The attack started on May 12, 2017, and would go on to infect more than 230,000 computers in more than 150 countries. Included in the list of affected systems were the United Kingdom’s National Health Service, FedEx, and Deutsche Bahn. At the UK’s NSA, affected systems included computers, MRI machines, blood-storage refrigerators and other equipment.
The WannaCry attack was absolutely unprecedented in scale. Calculating the total monetary impact of the attack is difficult, but some estimates have the total impact reaching up to USD $4 billion.
Target Credit Card Hack
While most cyber security scandals might not resonate with the general public, the Target credit card hack really hit home for consumers. In December 2013, Target announced that their system had been compromised, and that credit and debit card data from 40 million accounts had been stolen. To make matters worse, the company took heat for waiting three weeks to announce the hack, which took place on Black Friday. Some speculated that the hack had gone undetected for that time. The hack was an ongoing process, affecting customers that had shopped at the store between November 27 and December 15 in 2013.
Major banks and card issuers quickly responded by notifying customers and limiting the amount that customers could withdraw and spend. The attack had a strong effect on many consumers who could have had their finances and lives affected by a cyber security incident for the first time.

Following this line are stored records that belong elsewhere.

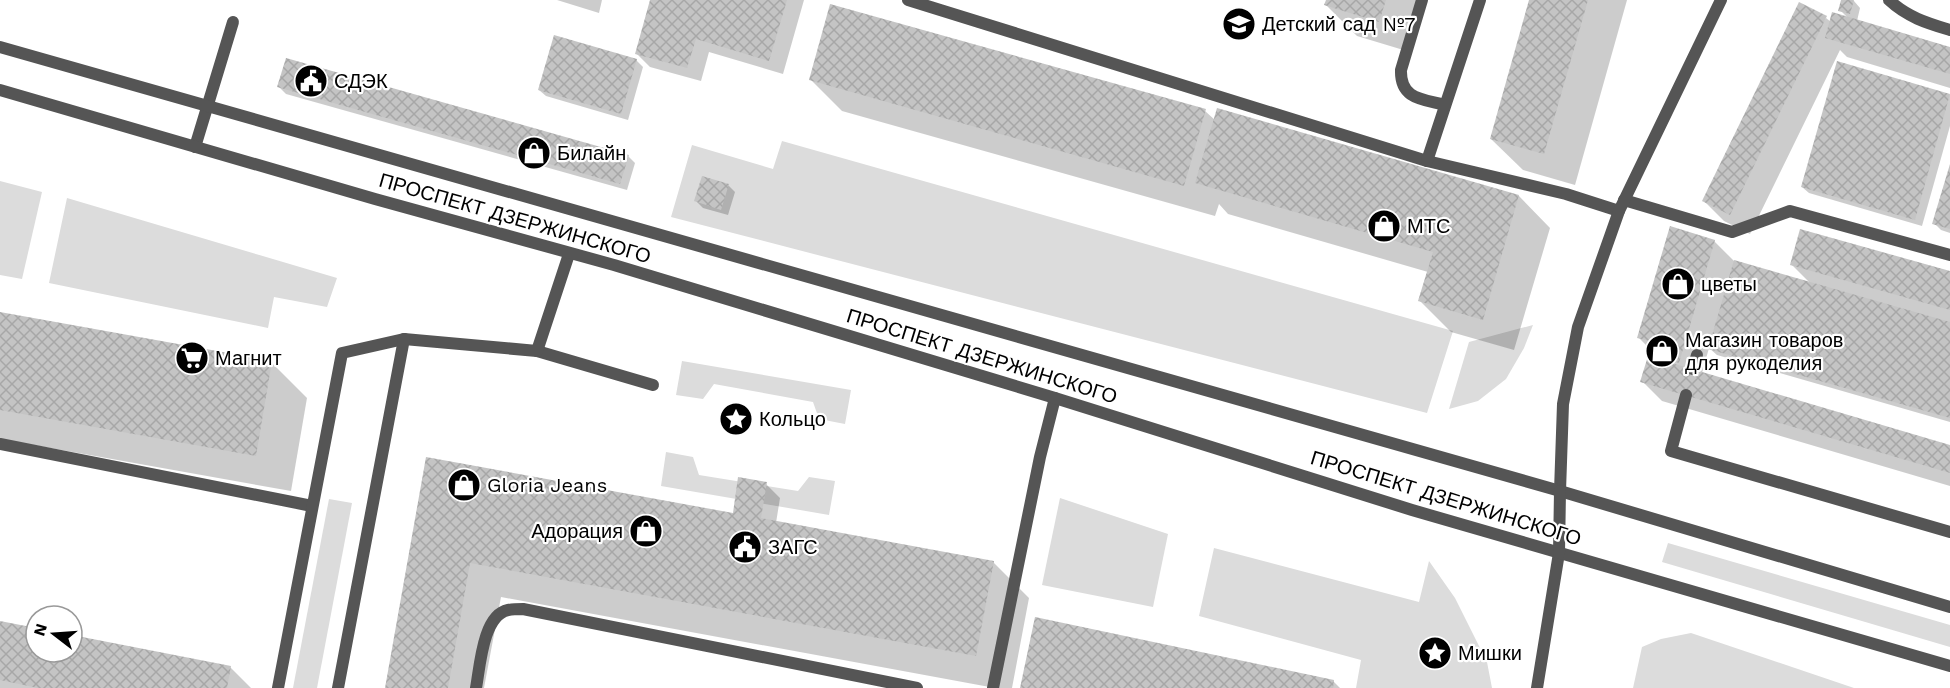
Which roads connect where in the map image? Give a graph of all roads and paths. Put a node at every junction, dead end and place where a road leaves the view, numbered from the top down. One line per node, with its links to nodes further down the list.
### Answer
1 (908, 0): 6 (street)
2 (1422, 0): 11 (street)
3 (1480, 0): 11 (street)
4 (1721, 0): 15 (street)
5 (1889, 0): 8 (street)
6 (924, 2): 14 (street)
7 (233, 22): 12 (street)
8 (1950, 30)
9 (0, 47): 12 (street, ПРОСПЕКТ ДЗЕРЖИНСКОГО)
10 (0, 90): 13 (street, ПРОСПЕКТ ДЗЕРЖИНСКОГО)
11 (1445, 105): 14 (street)
12 (208, 106): 13 (street); 26 (street, ПРОСПЕКТ ДЗЕРЖИНСКОГО)
13 (195, 147): 16 (street, ПРОСПЕКТ ДЗЕРЖИНСКОГО)
14 (1427, 161): 15 (street)
15 (1622, 205): 17 (street); 26 (street)
16 (569, 254): 19 (street); 24 (street, ПРОСПЕКТ ДЗЕРЖИНСКОГО)
17 (1950, 255)
18 (404, 339): 19 (street); 27 (street); 33 (street)
19 (537, 351): 22 (street)
20 (1697, 355): 21 (street)
21 (1693, 369)
22 (653, 385)
23 (1686, 395): 28 (street)
24 (1056, 398): 29 (street, ПРОСПЕКТ ДЗЕРЖИНСКОГО); 36 (street)
25 (0, 444): 27 (street)
26 (1560, 490): 29 (street); 30 (street, ПРОСПЕКТ ДЗЕРЖИНСКОГО)
27 (312, 506): 32 (street)
28 (1950, 532)
29 (1559, 552): 31 (street, ПРОСПЕКТ ДЗЕРЖИНСКОГО); 37 (street)
30 (1950, 607)
31 (1950, 666)
32 (278, 688)
33 (338, 688)
34 (476, 688): 35 (street)
35 (917, 688)
36 (993, 688)
37 (1537, 688)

In a more recent example, a hacker or group of hackers that go by the name “Mr. Smith” were able to infiltrate HBO networks and steal data that included scripts, outlines, and internal documents. Also included in the hack were emails from Leslie Cohen, the network’s vice president for film programming.
The group held the data for ransom, requesting payment from the company to keep them from leaking the info and damaging the current season’s run of the popular TV series. When HBO did not comply with early requests, the group began to leak small portions of the hack online. According to sources within HBO, the group continually sent instigative videos regarding the leak to HBO Chief Executive Richard Plepler.
Why Security Incident Management is Critical
These represent some of the largest cyber security incidents in history, shocking the world as they unraveled. This is a huge wake-up call for folks who haven’t prioritized security incident management. There’s a clear “blind spot” in the entertainment industry where cyber security is not yet regarded as top priority, as we’ve seen by the recent Game of Thrones hack. As these cyber security incidents grow in size and consequence it is absolutely essential we do everything in our power to assess, manage and prevent these attacks as best we can.
The ability to correlate alerts in real time, with proper context, manage cases efficiently and respond effectively has never been more pressing than today. Once we get beyond the immediate patchwork of solutions and accept that these attacks will inevitably continue, we need to think about how to best bolster response. Security orchestration and automation are increasingly being looked to boost efficiency and effectiveness of security operations and incident response activities from initial alert through to remediation.